This comment is pretty useless here.

> +   brw_push_insn_state(p);
> +   brw_set_default_mask_control(p, BRW_MASK_DISABLE);
> +
> +   brw_MOV(p, dst, retype(brw_vec4_grf(0, 0), BRW_REGISTER_TYPE_UD));
> +

retype(brw_vec8_grf(0, 0)? It would jive better with the diff.
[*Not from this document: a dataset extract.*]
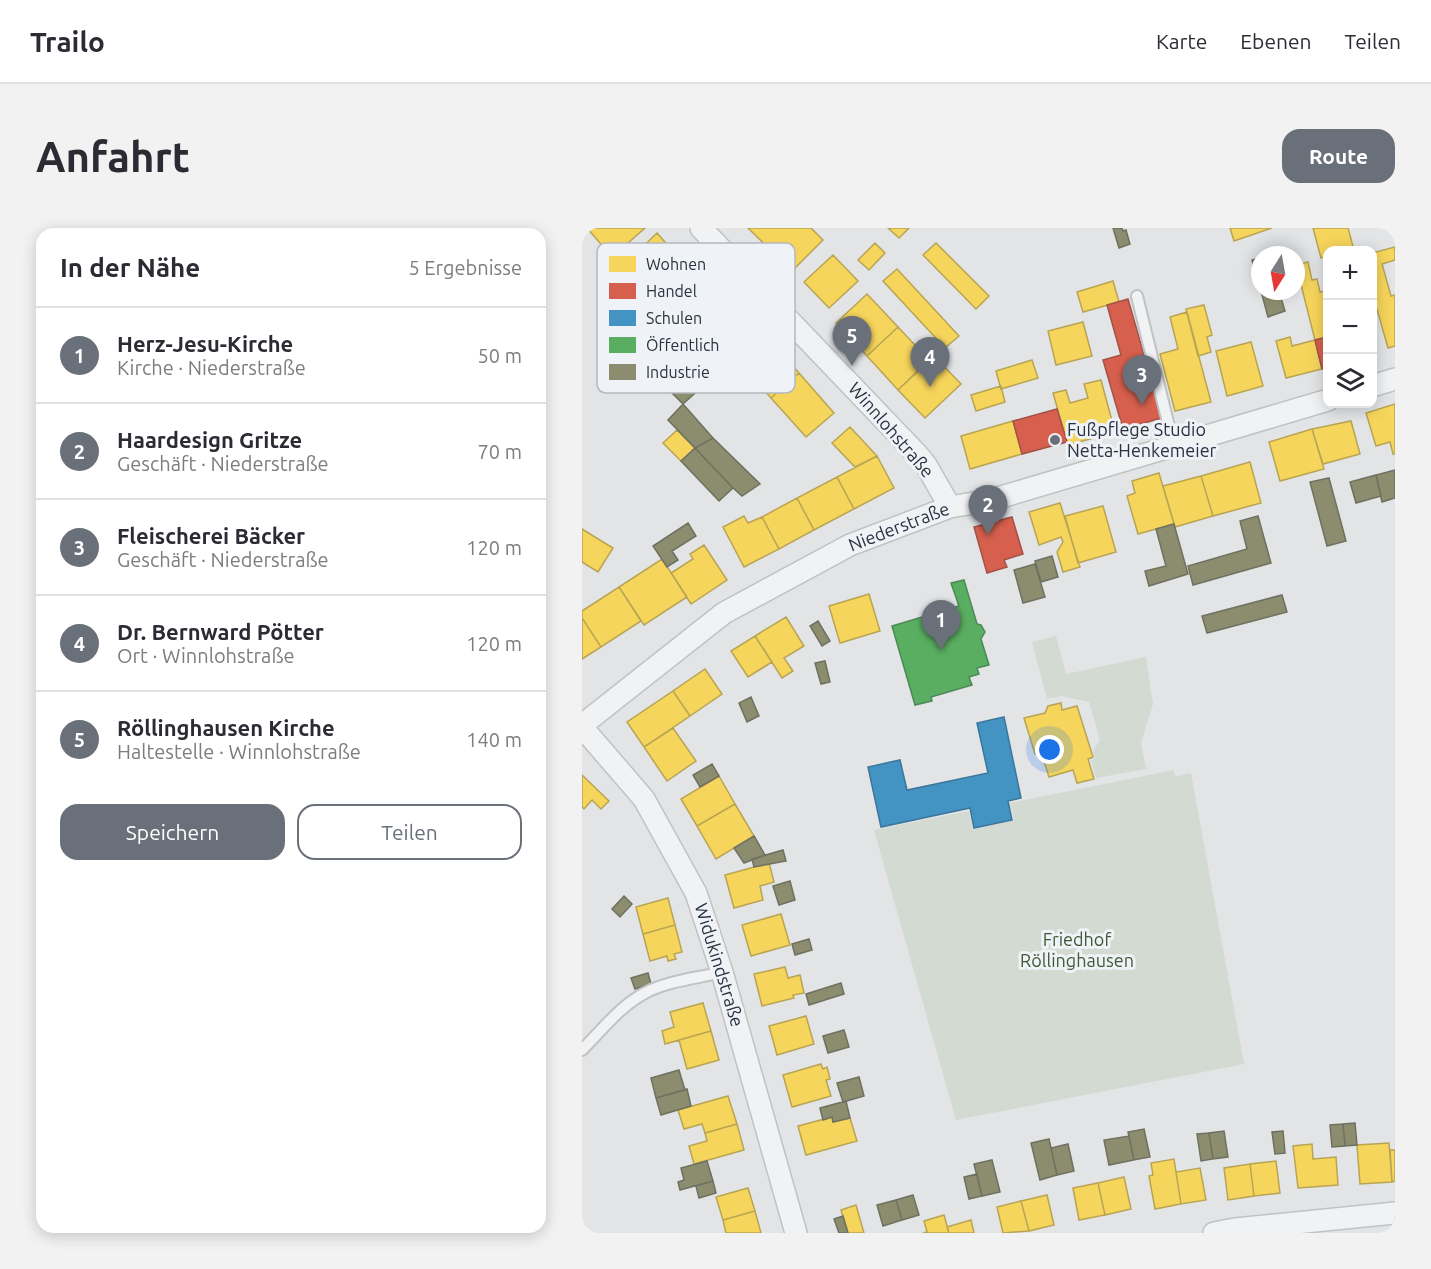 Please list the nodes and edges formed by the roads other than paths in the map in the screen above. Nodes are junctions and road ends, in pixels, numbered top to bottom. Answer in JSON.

> +   brw_set_default_access_mode(p, BRW_ALIGN_1);
> +   brw_MOV(p, get_element_ud(dst, 2),
> +           brw_imm_ud(GEN9_SAMPLER_SIMD_MODE_EXTENSION_SIMD4X2));
> +
> +   brw_pop_insn_state(p);
> +}
> +
> +void
>  vec4_generator::generate_untyped_atomic(vec4_instruction *inst,
>                                          struct brw_reg dst,
>                                          struct brw_reg atomic_op,
> @@ -1435,6 +1432,10 @@ vec4_generator::generate_code(const cfg_t *cfg)
>           generate_pull_constant_load_gen7(inst, dst, src[0], src[1]);
>           break;
>  
> +      case VS_OPCODE_SET_SIMD4X2_HEADER_GEN9:
> +         generate_set_simd4x2_header_gen9(inst, dst);
> +         break;
> +
>        case GS_OPCODE_URB_WRITE:
>           generate_gs_urb_write(inst);
>           break;
> diff --git a/src/mesa/drivers/dri/i965/brw_vec4_visitor.cpp b/src/mesa/drivers/dri/i965/brw_vec4_visitor.cpp
> index ffbe04d..9714973 100644
> --- a/src/mesa/drivers/dri/i965/brw_vec4_visitor.cpp
> +++ b/src/mesa/drivers/dri/i965/brw_vec4_visitor.cpp
> @@ -1296,6 +1296,78 @@ vec4_visitor::emit_lrp(const dst_reg &dst,
>     }
>  }
>  
> +/**
> + * Emits the instructions needed to perform a pull constant load. before_block
> + * and before_inst can be NULL in which case the instruction will be appended
> + * to the end of the instruction list.
> + */
> +void
> +vec4_visitor::emit_pull_constant_load_reg(dst_reg dst,
> +                                          src_reg surf_index,
> +                                          src_reg offset_reg,
> +                                          bblock_t *before_block,
> +                                          vec4_instruction *before_inst)
> +{
> +   assert((before_inst == NULL && before_block == NULL) ||
> +          (before_inst && before_block));
> +
> +   vec4_instruction *pull;
> +
> +   if (brw->gen >= 9) {
> +      /* Gen9+ needs a message header in order to use SIMD4x2 mode */
> +      src_reg header(this, glsl_type::uvec4_type, 2);
> +

Just curious why you didn't go for a uvec8_type. It seems more natural for what
we want to do, and how the other code handles things.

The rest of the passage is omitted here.